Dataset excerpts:
BEGIN
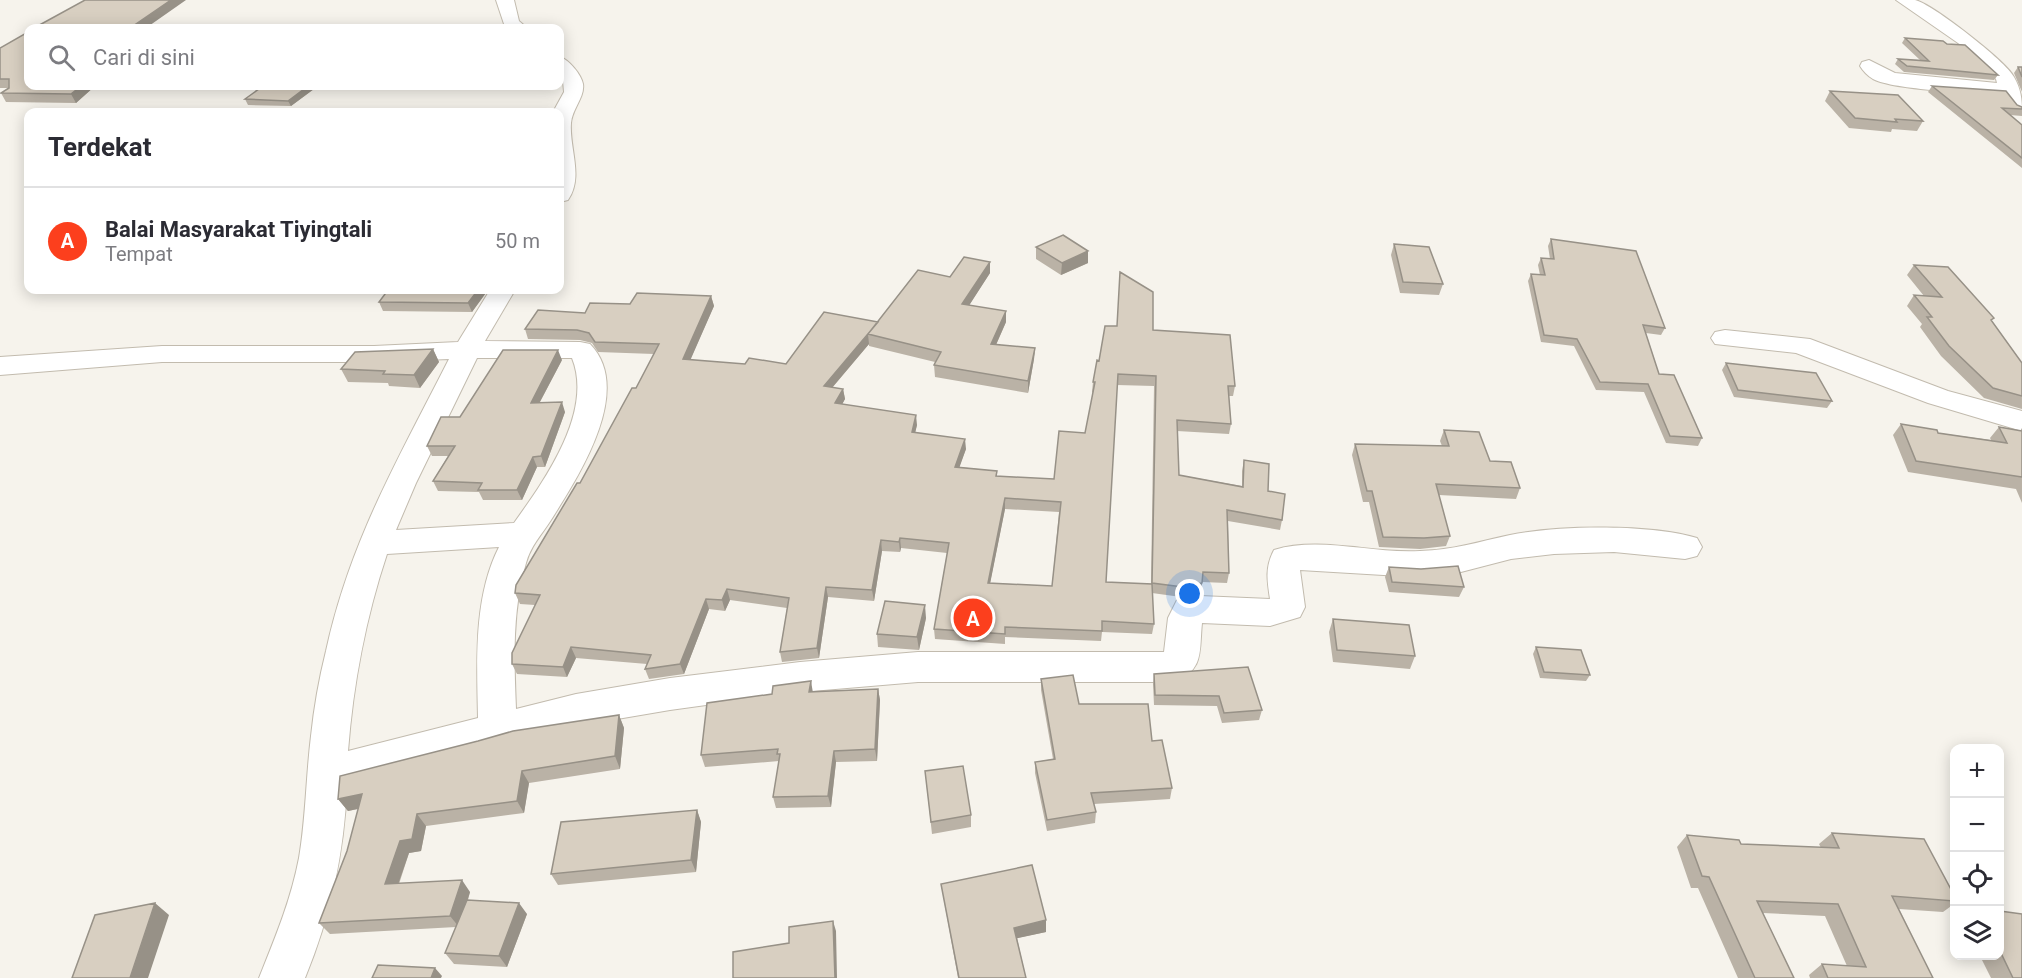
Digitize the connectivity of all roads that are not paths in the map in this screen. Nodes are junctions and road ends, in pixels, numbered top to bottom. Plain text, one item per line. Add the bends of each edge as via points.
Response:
1 (505, 0) edge
2 (1905, 0) edge
3 (513, 24) edge
4 (1869, 66) dead end
5 (564, 69) edge
6 (2009, 90) junction
7 (2022, 106) edge
8 (564, 108) edge
9 (564, 158) edge
10 (564, 174) edge
11 (500, 294) edge
12 (1725, 338) dead end
13 (466, 351) junction
14 (0, 366) edge
15 (2022, 421) edge
16 (524, 534) junction
17 (374, 543) junction
18 (1684, 547) dead end
19 (498, 730) junction
20 (327, 774) junction
21 (282, 978) edge

1 - 3 street
2 - 6 street via 1964,39 2005,77
4 - 6 street via 1893,79
5 - 8 street via 573,81 574,92
6 - 7 street
9 - 10 street
11 - 13 street
12 - 15 street via 1800,345 1938,397
13 - 14 street via 162,354
13 - 16 street via 580,350 586,355 592,382 585,427
13 - 17 street
16 - 17 street
16 - 19 street via 509,561 499,607 495,663
17 - 20 street via 347,632
18 - 19 street via 1614,540 1554,542 1511,547 1456,561 1417,564 1296,556 1286,559 1282,567 1288,608 1266,614 1189,610 1182,631 1184,654 1173,667 918,667 800,677 576,710
19 - 20 street
20 - 21 street via 321,857 311,902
END
- [Instructions for the task]: Pictures aside, write out all of the records exactly.

- [Written solution]:
Digitize the connectivity of all roads that are not paths in the map in this screen. Nodes are junctions and road ends, in pixels, numbered top to bottom. Plain text, one item per line. Add the bends of each edge as via points.
Response:
1 (505, 0) edge
2 (1905, 0) edge
3 (513, 24) edge
4 (1869, 66) dead end
5 (564, 69) edge
6 (2009, 90) junction
7 (2022, 106) edge
8 (564, 108) edge
9 (564, 158) edge
10 (564, 174) edge
11 (500, 294) edge
12 (1725, 338) dead end
13 (466, 351) junction
14 (0, 366) edge
15 (2022, 421) edge
16 (524, 534) junction
17 (374, 543) junction
18 (1684, 547) dead end
19 (498, 730) junction
20 (327, 774) junction
21 (282, 978) edge

1 - 3 street
2 - 6 street via 1964,39 2005,77
4 - 6 street via 1893,79
5 - 8 street via 573,81 574,92
6 - 7 street
9 - 10 street
11 - 13 street
12 - 15 street via 1800,345 1938,397
13 - 14 street via 162,354
13 - 16 street via 580,350 586,355 592,382 585,427
13 - 17 street
16 - 17 street
16 - 19 street via 509,561 499,607 495,663
17 - 20 street via 347,632
18 - 19 street via 1614,540 1554,542 1511,547 1456,561 1417,564 1296,556 1286,559 1282,567 1288,608 1266,614 1189,610 1182,631 1184,654 1173,667 918,667 800,677 576,710
19 - 20 street
20 - 21 street via 321,857 311,902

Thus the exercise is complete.